In the current tax year (2024/25), the personal allowance, below which you pay 0 per cent income tax, is set at £12,570. Earnings between £12,570 and £50,270 are taxed at 20 per cent (the “basic” rate of income tax), while earnings between £50,270 and £125,140 are taxed at 40 per cent (the “higher” rate). Earnings above £125,140 are taxed at 45 per cent (the “additional” rate). Income tax rates and bands are different in Scotland.

Anyone with “adjusted net income” above £100,000 also has their personal allowance reduced. Under the rules, for every £2 of adjusted net income you receive, your personal allowance is lowered to £1 – meaning someone with adjusted net income of £125,140 or more receives no personal allowance.
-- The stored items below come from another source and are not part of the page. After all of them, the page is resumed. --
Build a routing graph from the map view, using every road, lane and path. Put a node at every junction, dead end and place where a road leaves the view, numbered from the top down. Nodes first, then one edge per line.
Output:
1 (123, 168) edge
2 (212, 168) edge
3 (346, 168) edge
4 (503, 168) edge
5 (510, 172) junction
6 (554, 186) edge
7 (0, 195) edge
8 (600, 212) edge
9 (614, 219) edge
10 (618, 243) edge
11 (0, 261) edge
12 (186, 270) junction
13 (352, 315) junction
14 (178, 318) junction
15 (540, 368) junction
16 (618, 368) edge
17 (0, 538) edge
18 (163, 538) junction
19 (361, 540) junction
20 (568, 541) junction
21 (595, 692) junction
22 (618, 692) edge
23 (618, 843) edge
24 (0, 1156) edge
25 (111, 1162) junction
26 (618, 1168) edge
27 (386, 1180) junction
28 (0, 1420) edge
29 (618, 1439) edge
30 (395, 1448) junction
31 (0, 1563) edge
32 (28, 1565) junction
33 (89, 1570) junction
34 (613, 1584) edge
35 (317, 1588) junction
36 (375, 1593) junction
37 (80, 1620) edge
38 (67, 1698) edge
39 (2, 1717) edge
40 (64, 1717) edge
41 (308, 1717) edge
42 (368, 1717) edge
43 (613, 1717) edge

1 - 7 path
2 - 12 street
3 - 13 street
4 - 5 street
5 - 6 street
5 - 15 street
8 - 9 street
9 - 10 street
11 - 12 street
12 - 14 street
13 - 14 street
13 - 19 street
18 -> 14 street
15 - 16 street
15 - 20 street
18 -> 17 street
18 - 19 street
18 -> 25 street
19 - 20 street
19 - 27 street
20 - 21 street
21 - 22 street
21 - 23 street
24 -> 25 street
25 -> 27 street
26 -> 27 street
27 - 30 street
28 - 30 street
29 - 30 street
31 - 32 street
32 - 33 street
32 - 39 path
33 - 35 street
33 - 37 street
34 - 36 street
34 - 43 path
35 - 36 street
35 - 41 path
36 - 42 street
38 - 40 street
Since 2022/23, these income tax bands have been frozen, meaning millions of people have seen their annual tax bills drift north as their earnings or pension payments have risen. Had tax bands risen in line with inflation, the personal allowance would be worth just over £15,000 this year and the higher-rate threshold would sit at just over £60,000. As it is, people are paying more tax than they otherwise would have, thanks to the freeze.

The freeze in income tax bands has come at the same time as the triple lock has been ramping up the value of the state pension. As a reminder, the triple-lock promises to increase the state pension by the highest of average earnings growth, inflation or 2.5 per cent.

Back in 2022/23, the full new state pension was worth around £9,600 per year. In the current tax year, it is worth more than £11,500 a year, and with Labour having committed to the triple-lock for the rest of this Parliament, over the next few years the full new state pension is set to exceed the £12,570 personal allowance – meaning those just in receipt of this benefit alone would pay income tax on it.

The Conservatives pledged to introduce the triple lock plus in response to this, which would have meant the personal allowance of pensioners was increased to at least the level of the full state pension. Labour has made no such promise, hence the warnings during the election campaign about their plans to introduce a “retirement tax”.

It’s important to put this in context. The income tax bills of everyone, including pensioners, had already been rising in recent years as a result of the freeze on income tax bands.

This was an inevitable consequence of the policy, particularly as rampant inflation pushed up living costs. While the Conservatives’ triple lock plus proposal would have reduced the income tax bills of pensioners, the freezing of other allowances would have been working in the other direction.

But it is the case that, as long as tax bands remain frozen and the state pension triple-lock policy maintained, the state pension will creep ever closer to that personal allowance tax threshold. And the freezing of income tax bands will inevitably lead to millions more people – both workers and retirees – facing higher tax bills.